While the aggregate data on non-performing loans shows some improvements, it cannot be ruled out that problems within large and systemically important banks may persist. For the quantification of these risks, the analysis of NPLs must be based on individual bank data. In order to gain a greater insight, I therefore built a dataset of 76 large and systemically relevant banks in the Euro area, which cover 74.6 percent of the non-performing loans in the Euro area. Although data points had to be imputed with the help of other data sources, the dataset provides a helpful impression of the ongoing problems with NPLs.

The analysis reveals that banks with an NPL ratio of 25 percent or higher represent 10.5 percent of the systemically important banks studied here. Moreover, close to 20 percent of the outstanding amounts of the NPLs concentrates on banks with an NPL ratio of 25 percent or higher. When it comes to the dynamics of the NPLs, the decline in the aggregate NPL ratio of the Euro area was mainly driven by banks with moderate NPL ratios that reduced their NPLs further, while banks with higher NPL ratios contributed negatively to the aggregate NPL ratio.

In order to demonstrate the extent to which NPLs can be reduced, I ran several simulations with the dataset. A reduction of NPLs in the amount of the loan-loss provisions of the banks is simulated first. It can be seen that the share of banks with an NPL ratio of only up to three percent could increase from 31.6 percent to 53.9 percent. However, the divide in the banking sector also shows up when it comes to write-offs: banks with a low NPL ratio can easily reduce it even further, while banks with a high NPL ratio have a hard time in reducing it significantly. The problem becomes even more severe at the long end of the NPL distribution. Although the number of banks with an NPL ratio of more than 25 percent can be reduced from 10.5 percent to 3.9 percent, there still remains two large with an NPL ratio of more than 25 percent.
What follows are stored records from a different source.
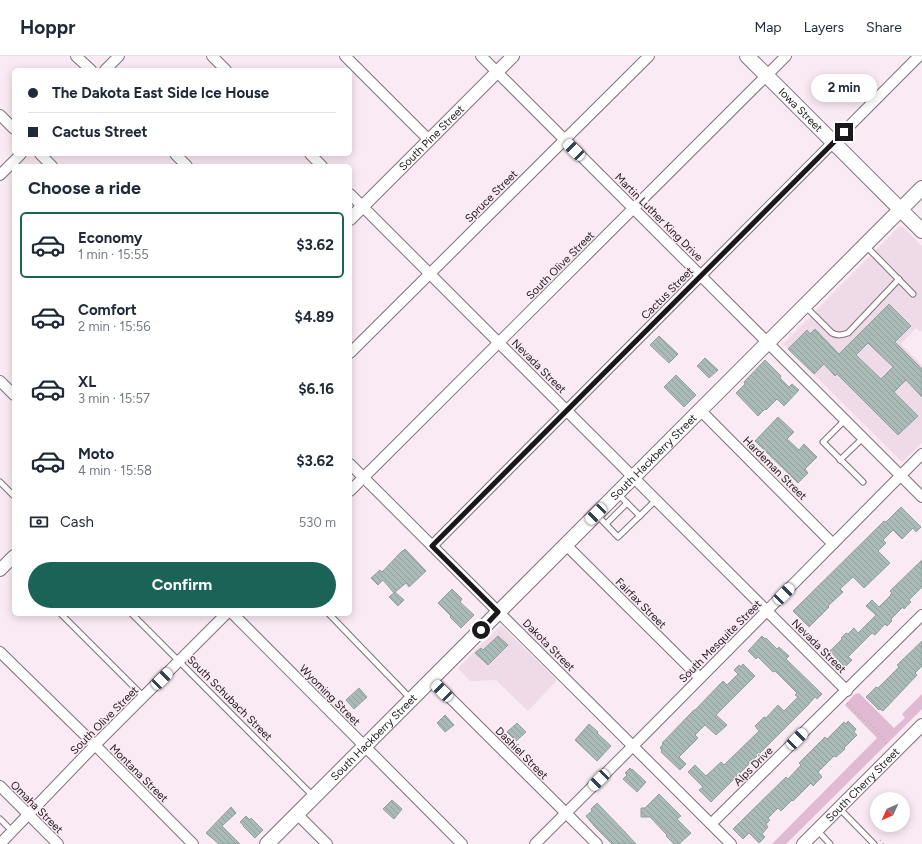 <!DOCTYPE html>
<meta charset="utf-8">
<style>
body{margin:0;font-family:Figtree,sans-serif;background:#f6f6f7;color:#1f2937;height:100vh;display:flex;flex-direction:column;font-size:15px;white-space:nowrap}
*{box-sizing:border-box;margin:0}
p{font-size:13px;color:#747a83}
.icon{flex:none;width:22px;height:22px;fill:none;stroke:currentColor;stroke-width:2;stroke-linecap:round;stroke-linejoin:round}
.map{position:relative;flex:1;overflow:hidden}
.drawer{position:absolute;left:12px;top:108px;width:340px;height:452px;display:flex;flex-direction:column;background:#fff;border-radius:6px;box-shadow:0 2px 10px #0003}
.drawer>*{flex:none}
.guide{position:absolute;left:12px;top:12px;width:340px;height:88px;border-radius:6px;box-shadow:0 2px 10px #0003;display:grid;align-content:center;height:88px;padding:0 16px;background:#fff}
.needle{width:26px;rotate:225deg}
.controls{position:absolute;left:870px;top:736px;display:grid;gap:8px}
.controls a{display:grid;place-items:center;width:40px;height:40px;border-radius:50%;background:#fff;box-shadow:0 2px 10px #0003;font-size:20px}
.end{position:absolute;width:18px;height:18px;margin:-9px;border:5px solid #1c171a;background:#fff;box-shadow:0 0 0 2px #fff}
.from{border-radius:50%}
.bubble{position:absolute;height:28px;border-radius:14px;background:#fff;box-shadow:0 2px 10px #0003;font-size:13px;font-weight:700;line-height:28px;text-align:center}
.car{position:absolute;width:12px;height:24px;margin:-12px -6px;border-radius:5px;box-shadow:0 0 3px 1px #0007;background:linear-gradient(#fff 24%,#345 0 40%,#fff 0 76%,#345 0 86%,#fff 0)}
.guide b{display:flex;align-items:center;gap:14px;height:38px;font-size:15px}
.guide b+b{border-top:1px solid #e0e1e3}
.guide i{width:10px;height:10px;background:#1f2937}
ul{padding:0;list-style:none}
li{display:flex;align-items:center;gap:12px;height:66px;margin:0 8px 6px;padding:0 8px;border:2px solid transparent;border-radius:6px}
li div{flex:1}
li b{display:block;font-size:15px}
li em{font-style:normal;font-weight:700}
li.current{border-color:#1b6357}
li>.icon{width:36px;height:36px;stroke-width:1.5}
h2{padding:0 16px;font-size:18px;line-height:48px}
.pay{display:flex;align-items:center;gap:10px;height:44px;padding:0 16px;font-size:15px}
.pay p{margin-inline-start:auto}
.action{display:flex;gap:8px;margin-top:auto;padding:8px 16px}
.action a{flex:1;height:46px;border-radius:24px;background:#1b6357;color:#fff;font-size:16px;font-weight:700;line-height:46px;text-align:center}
header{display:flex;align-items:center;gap:24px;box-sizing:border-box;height:56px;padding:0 20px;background:#fff;border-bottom:1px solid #e0e1e3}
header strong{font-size:19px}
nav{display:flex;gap:22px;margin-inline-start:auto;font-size:14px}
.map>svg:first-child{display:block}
</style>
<header>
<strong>Hoppr</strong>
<nav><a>Map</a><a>Layers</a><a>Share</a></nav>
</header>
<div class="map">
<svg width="922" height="788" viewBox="0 0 922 788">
<defs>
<pattern id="building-back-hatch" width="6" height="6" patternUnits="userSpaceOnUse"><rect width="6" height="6" fill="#aabbb7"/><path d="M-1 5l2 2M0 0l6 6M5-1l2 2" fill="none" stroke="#92a09d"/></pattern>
</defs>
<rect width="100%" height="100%" fill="#f9eaf3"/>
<g fill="#efdae7">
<path d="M899 171H903L922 190V274L921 276 916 272 901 288 922 309V387L902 406 783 288Z"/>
<path d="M501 569 557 624 528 655 496 624 470 625 458 612Z"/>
</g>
<path fill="#e0bad2" d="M859 637 894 672 905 662 902 658 922 638V653L786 788H772L877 682 845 649 855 638Z"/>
<g fill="url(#building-back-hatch)" stroke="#90a19d" fill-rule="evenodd">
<path d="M889 248 911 270 895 286 922 313V341L906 324 894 336 918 360 898 379 837 318 835 320 824 308 814 318 788 293 807 274 810 278 815 273 839 298ZM868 287 893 311 881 323 856 299Z"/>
<path d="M659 280 678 298 669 307 650 289Z"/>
<path d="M705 302 718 314 709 322 697 310Z"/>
<path d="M765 304 781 320 780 322 789 331 792 328 799 334 784 350 777 343 766 354 765 353 758 360 736 337 745 328 744 326Z"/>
<path d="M676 319 696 339 684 351 664 331Z"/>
<path d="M778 361 794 376 787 383 799 394 804 388 817 401 805 413 808 417 798 427 755 385Z"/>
<path d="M901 451 921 471 916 476 913 472 902 483 893 474 883 484 886 487 878 495 890 507 864 532 853 521 840 533 843 536 828 550 829 551 809 571 793 555 874 475 884 465 886 466Z"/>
<path d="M405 493 426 515 409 531 406 527 394 537 383 524 378 529 371 522 380 514 382 516 402 495H403Z"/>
<path d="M922 504V531L909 544 911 546 904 553 903 551 891 563 892 565 887 570 885 568 875 579 872 577 848 601 852 604 845 611 830 595 842 583 841 582 846 577 848 578 854 572 858 577 876 559 866 550 872 544 879 551 891 539H890L892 537 890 535Z"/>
<path d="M452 533 462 543 460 546 474 559 461 572 450 561 451 560 438 547Z"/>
<path d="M395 536 404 544 398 550 389 541Z"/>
<path d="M498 580 508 589 488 609 475 597 481 592 483 594Z"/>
<path d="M762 580 765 583 766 582 777 593 779 591 789 600 786 603 822 638 817 643 815 641 807 650 711 746 699 734 703 731 688 716 695 709 706 720 721 706 724 709 759 675 755 670 764 661 766 662 778 649 784 655 798 641 795 639 797 637 775 615 773 616 758 601 756 603 748 595Z"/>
<path d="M922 585V610L915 617 917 619 883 655 880 653 879 654 866 641 876 631 878 632 899 611 897 609Z"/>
<path d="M743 608 755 620 716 659 727 669 716 679 705 669 695 679 698 682 679 701 686 708 680 714 661 696 662 694 660 692 663 688 662 687 694 654H695L723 625 727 629 738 618 734 614 739 609 741 611Z"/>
<path d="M359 632 367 641 354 653 346 644Z"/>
<path d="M445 659 454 669 445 676 437 667Z"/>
<path d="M848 665 856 673 854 676 857 679 844 692 845 693 836 701 834 700 818 716 822 721 813 730 811 727 793 745 792 744 781 755 778 752 768 762 770 764 766 768 768 771 762 778 765 781 759 787 749 777 743 783 733 773 786 721 788 723 801 709 799 707 825 681 827 683 844 666 846 668Z"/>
<path d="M517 667 526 676 516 685 507 676Z"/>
<path d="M589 668 598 676 597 677 611 690 597 705 575 684Z"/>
<path d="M630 712 632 714V713L646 726 637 736 623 723 627 719 625 717Z"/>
<path d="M659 738 681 760 677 763 691 777 679 788H674L666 780 667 779 650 761H641V752H645Z"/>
<path d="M392 744 402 753 394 763 383 753Z"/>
<path d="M597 747 625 776 636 788H612L595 771 586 760 592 755 591 753Z"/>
<path d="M231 751 236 757 222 770 240 788H219L206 777Z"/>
<path d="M246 760 250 764 251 762 263 774 255 782 243 770H244L240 766Z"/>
</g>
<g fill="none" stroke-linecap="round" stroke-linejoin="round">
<g stroke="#7d7179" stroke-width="7">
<g id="service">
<path d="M866 190 913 238"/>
<path d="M805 250 832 277C838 280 842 279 848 277L899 223"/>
<path d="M845 364 823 386 863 426"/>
<path d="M840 404 863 382"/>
<path d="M0 426 14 440"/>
<path d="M618 438 640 460"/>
<path d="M597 459 618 481 656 444"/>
<path d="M606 468 627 447"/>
<path d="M61 558 144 641"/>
<path d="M132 558 313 740"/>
<path d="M329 558 410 642"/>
<path d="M839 752 874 788"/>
<path d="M0 763 12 775"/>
<path d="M817 774 830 788"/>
</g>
</g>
<g stroke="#7d7179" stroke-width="12">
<g id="minor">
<path d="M76 0 91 14"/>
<path d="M212 0 226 14"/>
<path d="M345 0 429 84"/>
<path d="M481 0 922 441"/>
<path d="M105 14 119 0"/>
<path d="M0 59 14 73"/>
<path d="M40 98 52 110"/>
<path d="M175 98 187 110"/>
<path d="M310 98 322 110"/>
<path d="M0 119 21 98"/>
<path d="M350 138 847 635"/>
<path d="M350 297 649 0"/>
<path d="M0 325 14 339"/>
<path d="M700 354 833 488"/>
<path d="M350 408 731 788"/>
<path d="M350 435 786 0"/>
<path d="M566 489 700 622"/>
<path d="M432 490 919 0"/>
<path d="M233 558 462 788"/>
<path d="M0 596 95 689 193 788"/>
<path d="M431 623 597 788"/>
<path d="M0 730 58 788"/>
<path d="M297 758 327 788"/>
<path d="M711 768 922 559"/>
<path d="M0 788 95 689 226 558"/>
<path d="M535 788 633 690 922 398"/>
</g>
</g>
<g stroke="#7d7179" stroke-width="14">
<g id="tertiary">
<path id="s1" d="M350 163 513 0"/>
<path d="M0 514 14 500"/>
<path id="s2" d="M803 788 922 669"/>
</g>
</g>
<g stroke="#7d7179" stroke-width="16">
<g id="secondary">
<path id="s3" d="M747 0 922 175"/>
<path id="s4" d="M267 788 922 132"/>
</g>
</g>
<g stroke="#b5aab1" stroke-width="1.5" stroke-dasharray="1 3" stroke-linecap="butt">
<path d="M847 647 865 665 868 666 884 683 885 686 888 689"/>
<path d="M880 784 884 788"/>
</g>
<use href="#service" stroke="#fff" stroke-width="5"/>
<use href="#minor" stroke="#fff" stroke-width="10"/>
<use href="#tertiary" stroke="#fff" stroke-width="12"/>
<use href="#secondary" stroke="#fff" stroke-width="14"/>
</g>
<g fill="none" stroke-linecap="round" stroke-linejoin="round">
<path stroke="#1c171a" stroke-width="5" d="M481 574 498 556 432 490 844 76"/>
</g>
<g text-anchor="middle" stroke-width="3" stroke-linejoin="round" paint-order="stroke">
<g font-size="11" fill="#1c171a" stroke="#f9eaf3">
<text dy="4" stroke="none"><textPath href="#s3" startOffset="76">Iowa Street</textPath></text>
<text dy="4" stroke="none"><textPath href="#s1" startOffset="115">South Pine Street</textPath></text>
<text transform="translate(491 140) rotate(-45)" y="4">Spruce Street</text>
<text transform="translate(659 161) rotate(45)" y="4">Martin Luther King Drive</text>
<text transform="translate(560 209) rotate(-45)" y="4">South Olive Street</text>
<text transform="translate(667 237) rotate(-45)" y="4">Cactus Street</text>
<text transform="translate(539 310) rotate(45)" y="4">Nevada Street</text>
<text dy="4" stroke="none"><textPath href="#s4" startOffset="547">South Hackberry Street</textPath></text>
<text transform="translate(775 412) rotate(45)" y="4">Hardeman Street</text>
<text transform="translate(641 547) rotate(45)" y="4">Fairfax Street</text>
<text transform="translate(720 585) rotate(-45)" y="4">South Mesquite Street</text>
<text transform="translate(549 589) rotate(45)" y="4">Dakota Street</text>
<text transform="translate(819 590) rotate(45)" y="4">Nevada Street</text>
<text transform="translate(330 639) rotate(45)" y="4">Wyoming Street</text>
<text transform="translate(230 642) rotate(45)" y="4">South Schubach Street</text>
<text transform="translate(104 664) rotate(-45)" y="4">South Olive Street</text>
<text dy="4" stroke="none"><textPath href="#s4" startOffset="151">South Hackberry Street</textPath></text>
<text transform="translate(522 697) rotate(45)" y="4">Dashiel Street</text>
<text transform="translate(753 710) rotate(-45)" y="4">Alps Drive</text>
<text transform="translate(139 717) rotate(45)" y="4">Montana Street</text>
<text dy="4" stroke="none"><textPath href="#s2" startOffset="84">South Cherry Street</textPath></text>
<text transform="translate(37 751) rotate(45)" y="4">Omaha Street</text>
</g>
</g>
</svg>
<div class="controls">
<a><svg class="needle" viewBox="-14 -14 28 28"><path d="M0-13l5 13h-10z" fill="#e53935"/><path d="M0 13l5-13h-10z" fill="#747a83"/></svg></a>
</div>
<i class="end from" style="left:481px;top:574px"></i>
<i class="end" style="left:844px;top:76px"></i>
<div class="bubble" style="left:811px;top:18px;width:66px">2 min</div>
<i class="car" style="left:574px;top:94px;rotate:315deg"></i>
<i class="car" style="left:596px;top:458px;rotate:225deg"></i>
<i class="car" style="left:784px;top:538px;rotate:44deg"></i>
<i class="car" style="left:162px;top:623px;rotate:45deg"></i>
<i class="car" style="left:442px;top:635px;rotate:315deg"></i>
<i class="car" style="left:797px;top:683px;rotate:45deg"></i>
<i class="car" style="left:599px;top:724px;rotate:225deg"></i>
<div class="guide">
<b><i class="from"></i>The Dakota East Side Ice House</b>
<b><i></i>Cactus Street</b>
</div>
<section class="drawer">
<h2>Choose a ride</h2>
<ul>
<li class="current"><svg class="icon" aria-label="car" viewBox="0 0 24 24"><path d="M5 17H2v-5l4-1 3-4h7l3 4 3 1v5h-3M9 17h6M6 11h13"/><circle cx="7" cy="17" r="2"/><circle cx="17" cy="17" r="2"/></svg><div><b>Economy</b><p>1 min · 15:55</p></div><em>$3.62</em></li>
<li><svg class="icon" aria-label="car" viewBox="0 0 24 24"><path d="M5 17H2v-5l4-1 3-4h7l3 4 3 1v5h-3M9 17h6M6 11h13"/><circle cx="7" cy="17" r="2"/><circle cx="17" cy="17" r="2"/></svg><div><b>Comfort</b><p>2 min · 15:56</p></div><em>$4.89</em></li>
<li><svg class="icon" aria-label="car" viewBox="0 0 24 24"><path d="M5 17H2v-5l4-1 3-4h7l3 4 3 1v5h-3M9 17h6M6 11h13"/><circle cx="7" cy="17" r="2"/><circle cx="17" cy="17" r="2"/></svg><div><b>XL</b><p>3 min · 15:57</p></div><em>$6.16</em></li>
<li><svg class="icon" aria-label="car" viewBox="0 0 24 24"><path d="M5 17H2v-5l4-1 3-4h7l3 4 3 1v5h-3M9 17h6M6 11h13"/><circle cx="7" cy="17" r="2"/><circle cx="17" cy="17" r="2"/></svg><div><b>Moto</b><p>4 min · 15:58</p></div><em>$3.62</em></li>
</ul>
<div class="pay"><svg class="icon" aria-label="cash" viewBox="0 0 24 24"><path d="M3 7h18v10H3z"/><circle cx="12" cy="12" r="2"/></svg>Cash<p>530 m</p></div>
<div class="action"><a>Confirm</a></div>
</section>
</div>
I also simulated an additional write-off together with recapitalisation measures with the aim of finding banks with NPL ratios of 3 percent or lower and equity capital ratios of at least 7 percent. The recapitalisation costs of the banks in Cyprus would then amount to 2.4 percent of the GDP for each year from 2019 to 2022, while the yearly recapitalisation of the Greek banks would amount to 2.0 percent of the Greek GDP. In Italy, yearly recapitalisation measures would amount to 0.8 percent of the Italian GDP. Less exposed would be Spain with yearly recapitalisation costs of 0.4 percent of the GDP.   

I conclude from these results, that there are still significant risks in the national banking sectors of the Eurozone, which implies the danger of rendering a common Euro area Deposit Insurance System into a transfer mechanism. If neither the governments nor the private sectors were willing to bear the costs of reducing NPLs and recapitalising their banks, it would be better to abandon the idea of a common deposit insurance or to postpone it far into the future in the hope that banks will grow out of their NPL problems.